When she was first chosen as Prime Minister a little over a month ago, Liz Truss set to work to immediately make her impression on the country.
She selected the MP for Northeast Somerset and climate change denier, Jacob Rees Mogg, as Energy Secretary and announced a lifting of the 2019 ban on fracking. This ban came into force in November 2019, when the then Minister for Business, Energy and Industrial Strategy, Kwasi Kwarteng no less, issued a press release ending government support for fracking!
Fracking is a process of extracting shale gas, which lies deep within the earth, by drilling and pumping a high-pressure mixture of water, sand and chemicals into the rock layer to release the gas inside.
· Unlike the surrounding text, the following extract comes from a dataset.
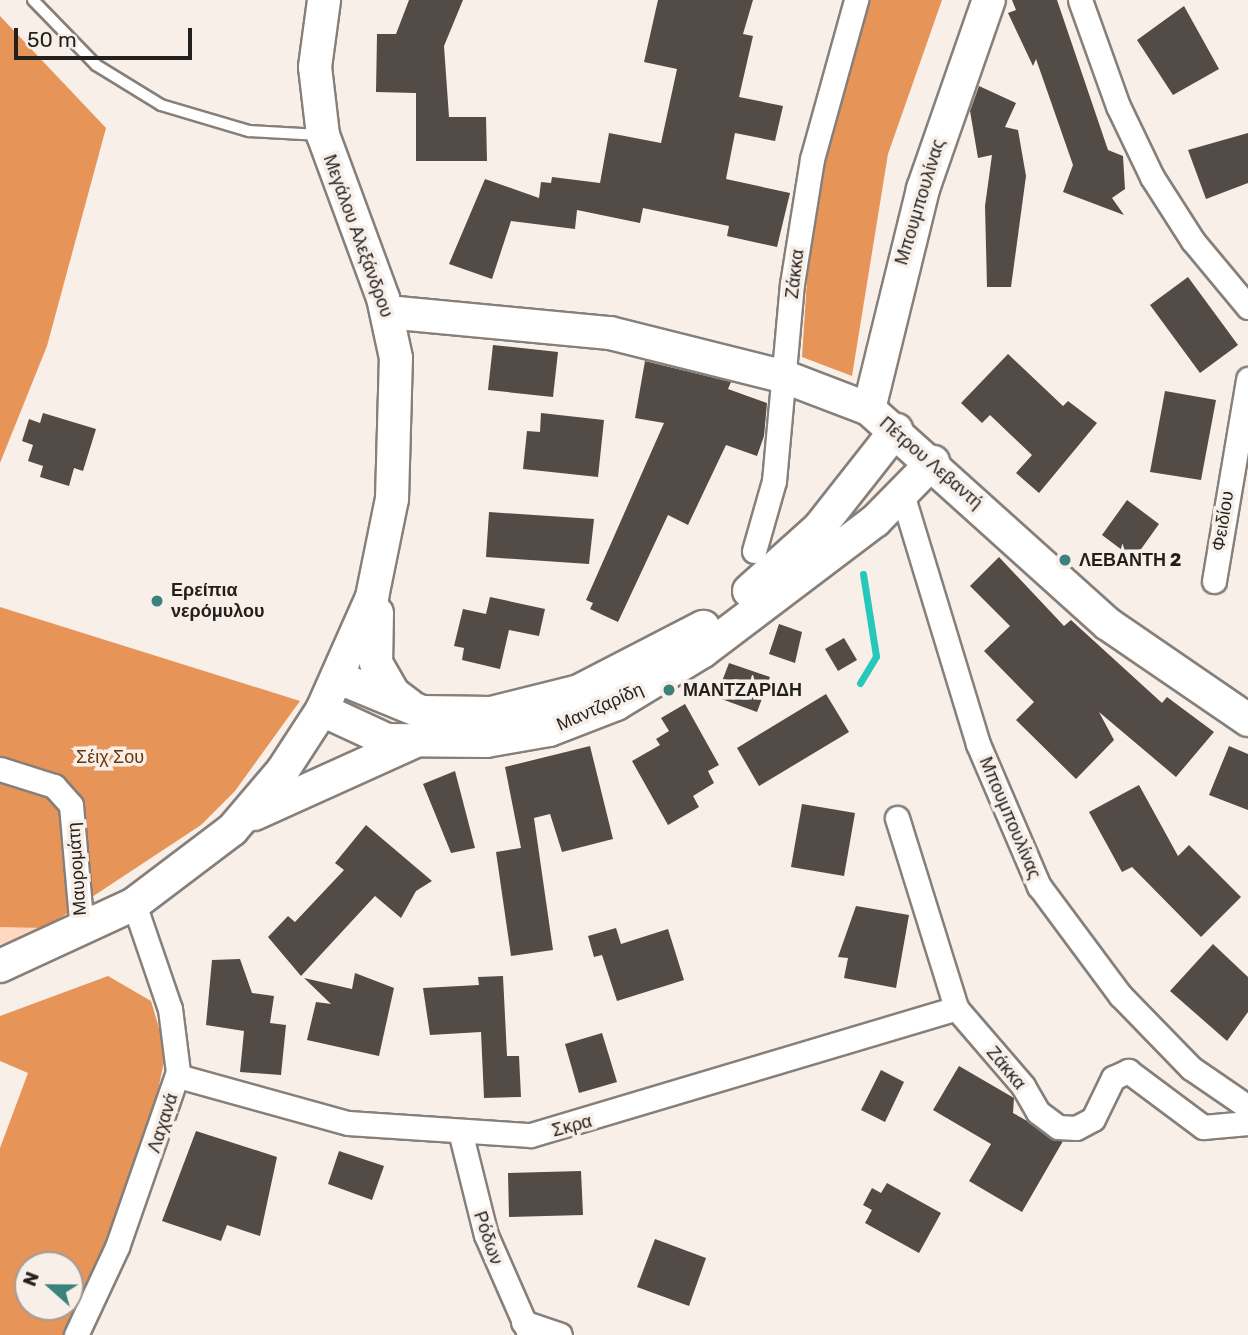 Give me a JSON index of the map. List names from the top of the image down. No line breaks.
{"streets":{"street":["Μπουμπουλίνας","Μεγάλου Αλεξάνδρου","Ζάκκα","Πέτρου Λεβαντή","Φειδίου","Μαντζαρίδη","Μαυρομάτη","Λαχανά","Σκρα","Ρόδων"]},"crossings":[["Μπουμπουλίνας","Πέτρου Λεβαντή"],["Μπουμπουλίνας","Μαντζαρίδη"],["Μεγάλου Αλεξάνδρου","Πέτρου Λεβαντή"],["Μεγάλου Αλεξάνδρου","Μαντζαρίδη"],["Μεγάλου Αλεξάνδρου","Μαυρομάτη"],["Μεγάλου Αλεξάνδρου","Λαχανά"],["Ζάκκα","Πέτρου Λεβαντή"],["Ζάκκα","Σκρα"],["Πέτρου Λεβαντή","Μαντζαρίδη"],["Λαχανά","Σκρα"],["Σκρα","Ρόδων"]],"parks":["Σέιχ Σου"],"places":["ΛΕΒΑΝΤΗ 2","Ερείπια νερόμυλου","ΜΑΝΤΖΑΡΙΔΗ"],"scale_bar":"50 m","north":"left"} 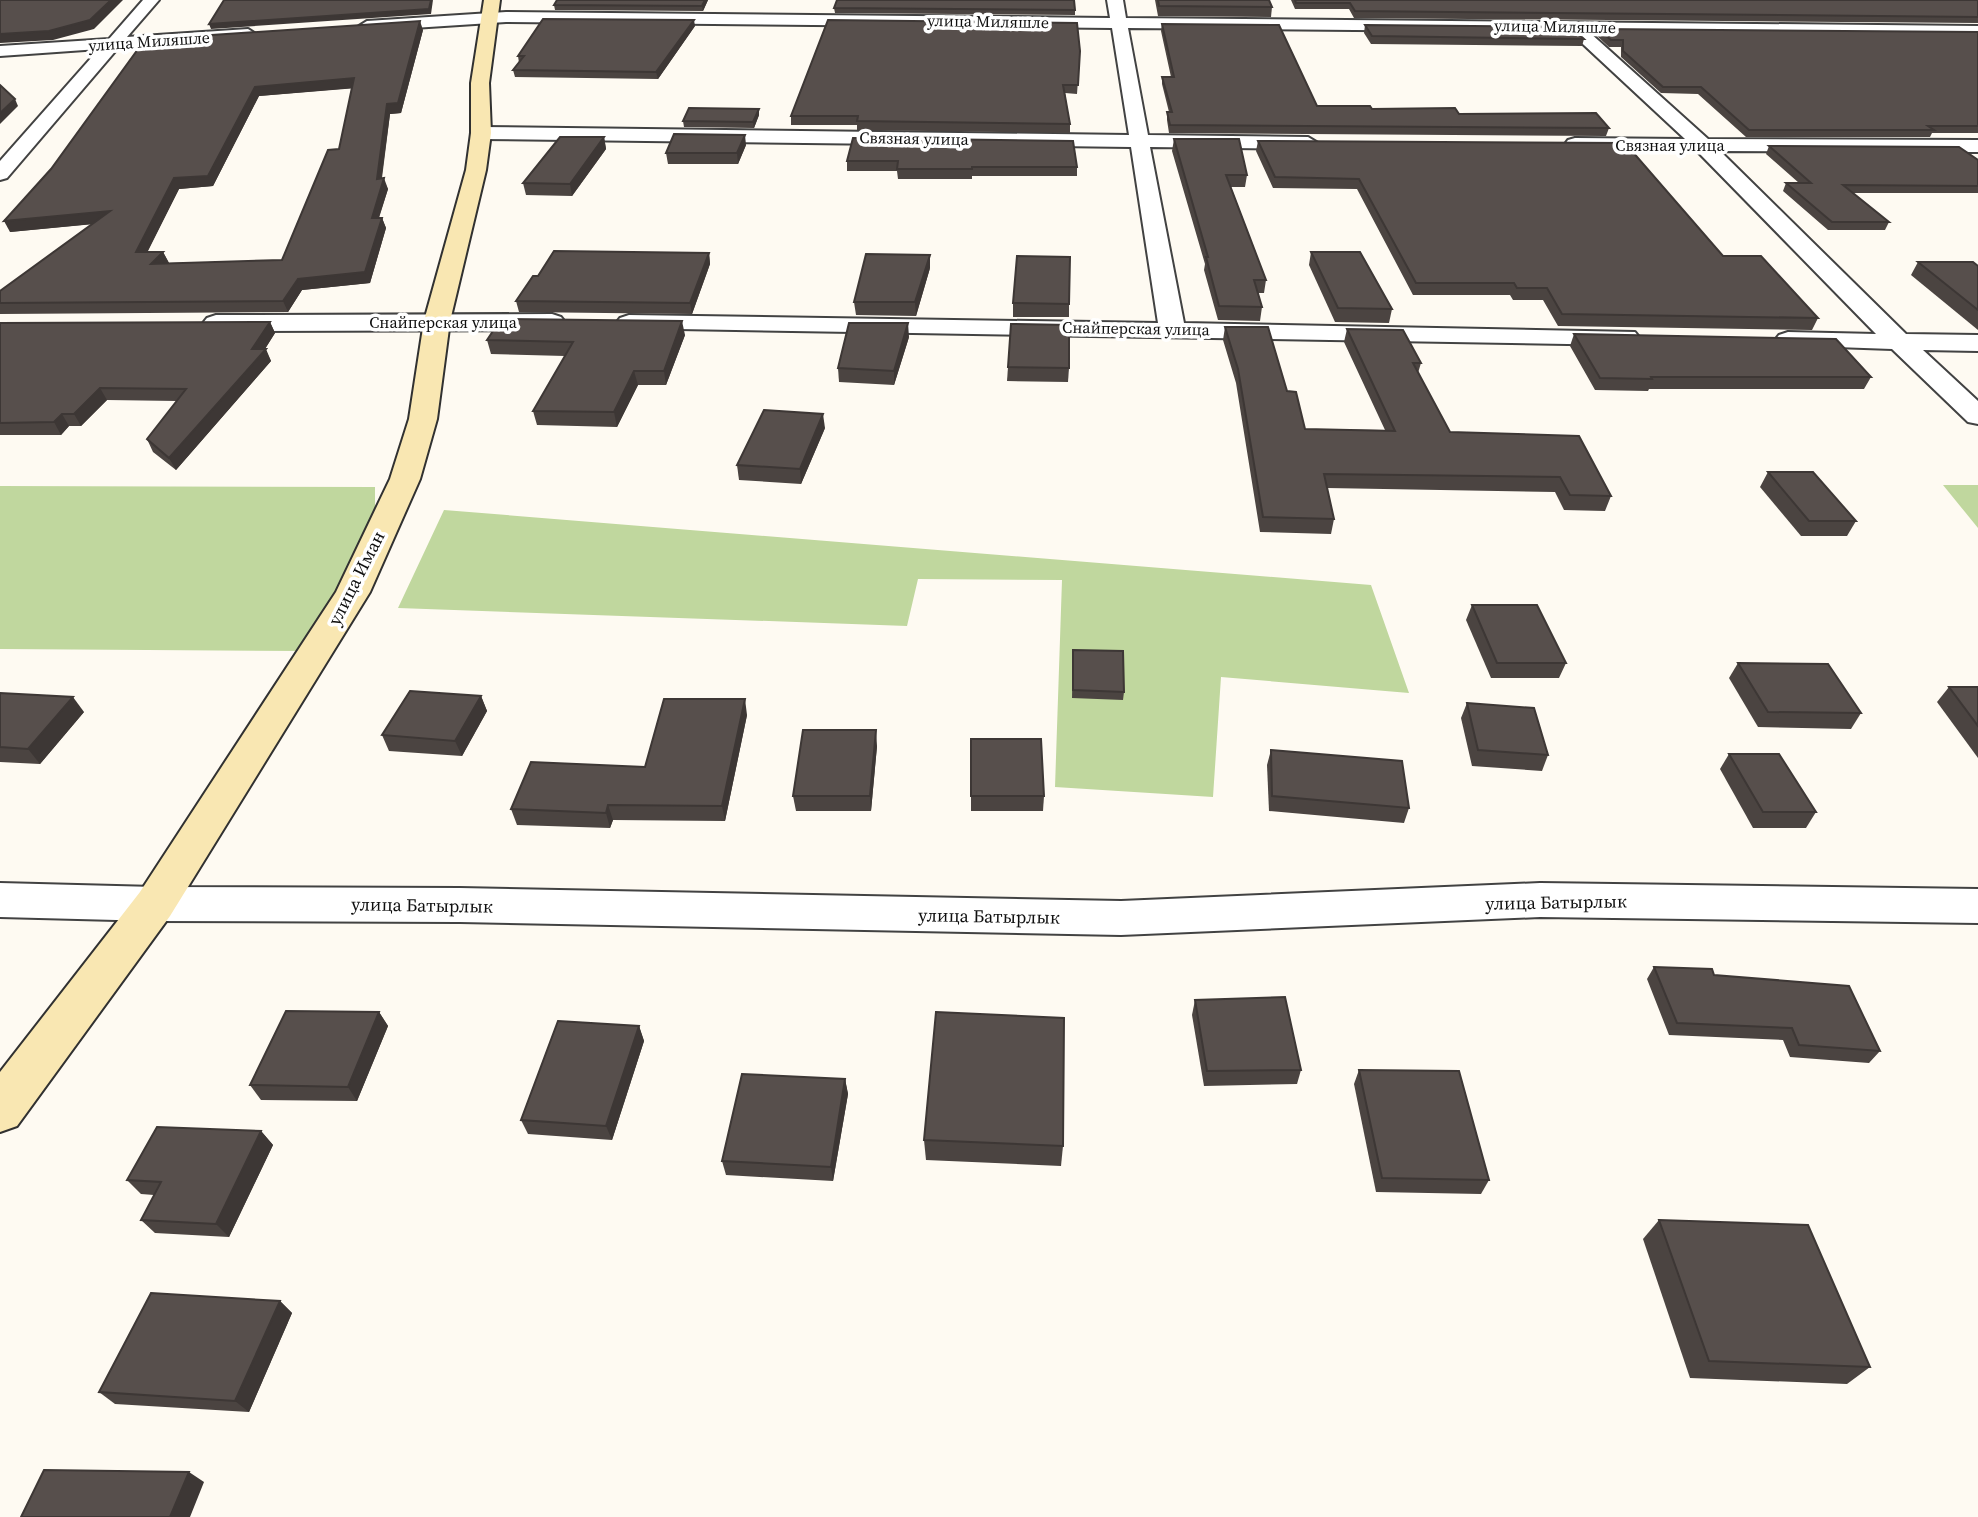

This gas can then be used as an energy source.

Apart from the fact Britain can replace any energy made from shale gas with energy from renewable sources (as Scotland does), the fracking process itself is known to cause damage to the local environment. Due to the hydraulic fracturing involved, using a mixture of sand, water, and chemicals, it has been known to pollute the local wildlife and water and to cause earthquakes.
Between 1975 and 1990, six boreholes were drilled to investigate the possibility of extracting hydrocarbons in the Forest of Dean and the Cotswolds and found reserves of shale gas.
If these are exploited, it would mean that an Area of Outstanding Natural Beauty area, the third biggest protected landscape in England, could be full of fracking sites.
Sites up and down the country have also been identified, including the South Coast and Lancashire. Local leaders have given their thoughts on it, from Lancashire Conservative MPs speaking in the Commons, to Andy Burnham taking to twitter to oppose this.
One such leader was Gloucestershire Councillor for Bourton-on-the-Water and Northleach and Parliamentary Advisor for the Cotswolds, Paul Hodgkinson.
He told West England Bylines:
Actually, I’m disturbed that the “new” government…is deciding to put that aside which was part of their manifesto in 2019 that they would not go ahead with fracking unless the risks were seen to be eliminated which to my mind haven’t been.
… And, in fact, the Cotswolds Conservative MP, Geoffrey Clifton-Brown, said that he wasn’t opposed to fracking in the Cotswolds and that people could be compensated financially for it.
Naturally, Jacob Rees Mogg called those who oppose bringing back fracking “lovers of Putin” but, after the Conservative Party Conference was interrupted by protesters, maybe this policy won’t live on much longer.